Mit Kettenklang und einem neuen Gotte

Und tausend Donnern naht sie Dir -

Ein schwimmend Heer furchtbarer Zitadellen

(Der Ozean sah ihresgleichen nie),

Unüberwindlich nennt man sie,

Zieht sie einher auf den erschrocknen Wellen;

Den stolzen Namen weiht

Der Schrecken, den sie um sich speit.

Mit majestätisch stillem Schritte

Trägt seine Last der zitternde Neptun;

Weltuntergang in ihrer Mitte,

Naht sie heran, und alle Stürme ruhn.

 

Dir gegenüber steht sie da,

Glücksel′ge Insel - Herrscherin der Meere!

Dir drohen diese Galionenheere,

Großherzige Britannia!

Weh deinem frei gebornen Volke!

Da steht sie, eine wetterschwangre Wolke.

 

Wer hat das hohe Kleinod dir errungen,

Das zu der Länder Fürstin dich gemacht?

Hast du nicht selbst, von stolzen Königen gezwungen,

Der Reichsgesetze weisestes erdacht?

Das große Blatt, das deine Könige zu Bürgern,

Zu Fürsten deine Bürger macht?

Der Engel stolze Obermacht,

Hast du sie nicht von Millionen Würgern

Erstritten in der Wasserschlacht?

 

Wem dankst du sie - errötet, Völker dieser Erde -

Wem sonst, als deinem Geist und einem Schwerte?

Unglückliche - blick′ hin auf diese Feuer werfenden Kolossen.

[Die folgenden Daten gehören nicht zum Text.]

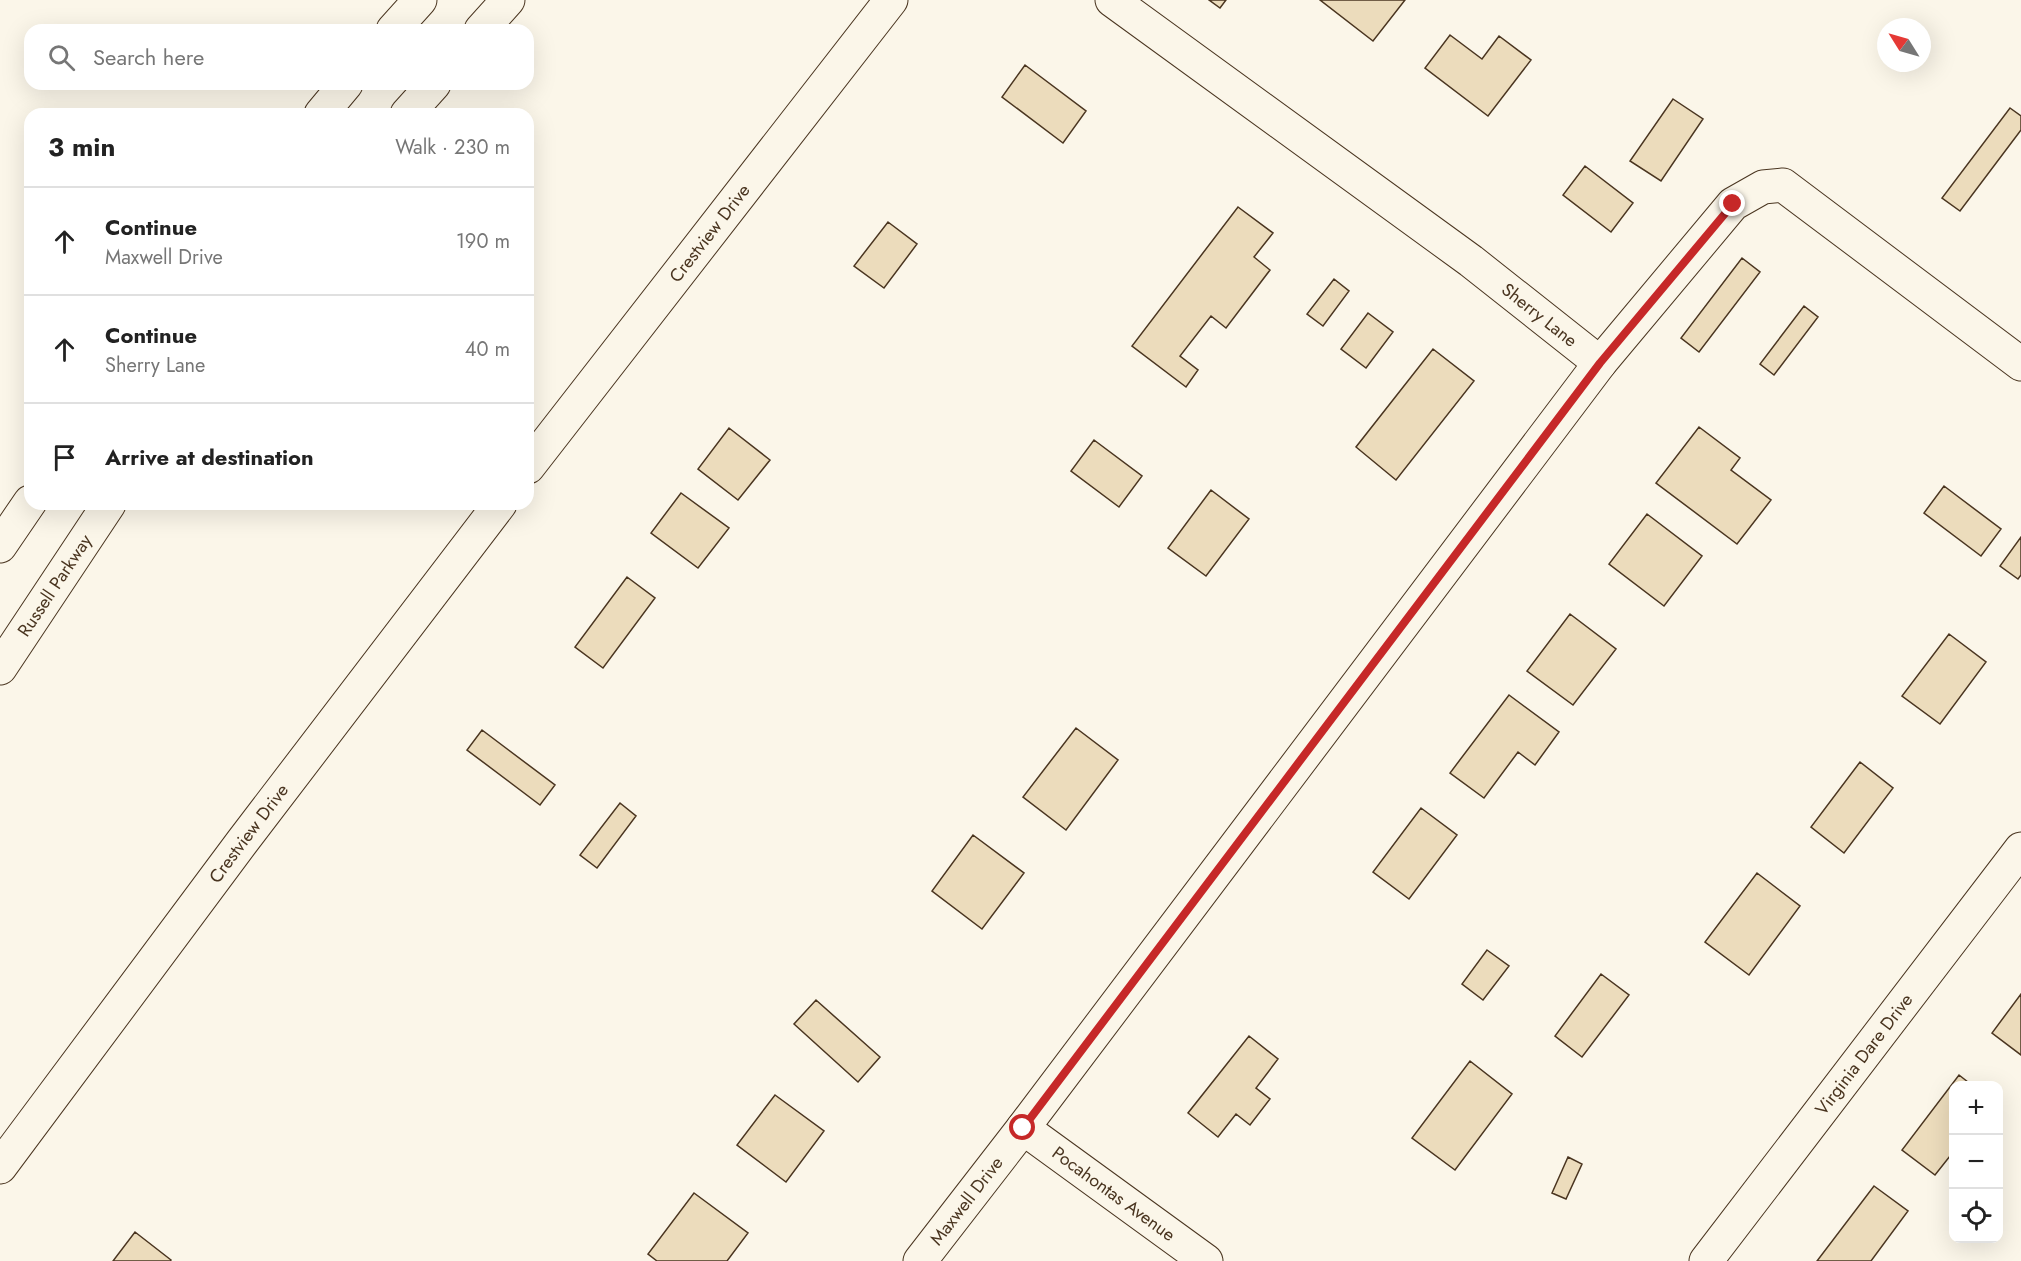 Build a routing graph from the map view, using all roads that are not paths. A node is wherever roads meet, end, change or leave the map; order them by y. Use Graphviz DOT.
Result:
graph roads {
  1 [pos="420,0"];
  2 [pos="508,0"];
  3 [pos="891,0"];
  4 [pos="1112,0"];
  5 [pos="1146,10"];
  6 [pos="398,24"];
  7 [pos="486,24"];
  8 [pos="341,90"];
  9 [pos="429,90"];
  10 [pos="326,108"];
  11 [pos="412,108"];
  12 [pos="1600,363"];
  13 [pos="2021,364"];
  14 [pos="534,459"];
  15 [pos="25,510"];
  16 [pos="106,510"];
  17 [pos="495,510"];
  18 [pos="0,546"];
  19 [pos="0,668"];
  20 [pos="2021,849"];
  21 [pos="1023,1128"];
  22 [pos="0,1167"];
  23 [pos="920,1261"];
  24 [pos="1206,1261"];
  25 [pos="1706,1261"];
  1 -- 6 [label="street"];
  2 -- 7 [label="street"];
  3 -- 14 [label="street, Crestview Drive"];
  4 -- 5 [label="street, Sherry Lane"];
  5 -- 12 [label="street, Sherry Lane"];
  8 -- 10 [label="street"];
  9 -- 11 [label="street"];
  12 -- 13 [label="street"];
  12 -- 21 [label="street, Maxwell Drive"];
  15 -- 18 [label="street"];
  16 -- 19 [label="street, Russell Parkway"];
  17 -- 22 [label="street, Crestview Drive"];
  20 -- 25 [label="street, Virginia Dare Drive"];
  21 -- 23 [label="street, Maxwell Drive"];
  21 -- 24 [label="street, Pocahontas Avenue"];
}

Blick′ hin und ahne deines Ruhmes Fall!

Bang schaut auf dich der Erdenball,

Und aller freien Männer Herzen schlagen,

Und alle guten, schönen Seelen klagen

Teilnehmend deines Ruhmes Fall.

 

Gott, der Allmächt′ge, sah herab,

Sah deines Feindes stolze Löwenflaggen wehen,

Sah drohend offen dein gewisses Grab -

Soll, sprach er, soll mein Albion vergehen,

Erlöschen meiner Helden Stamm,

Der Unterdrückung letzter Felsendamm

Zusammenstürzen, die Tyrannenwehre

Vernichtet sein von dieser Hemisphäre?

Nie, rief er, soll der Freiheit Paradies,

Der Menschenwürde starker Schirm verschwinden!

Gott, der Allmächt′ge, blies,

Und die Armada flog nach allen Winden.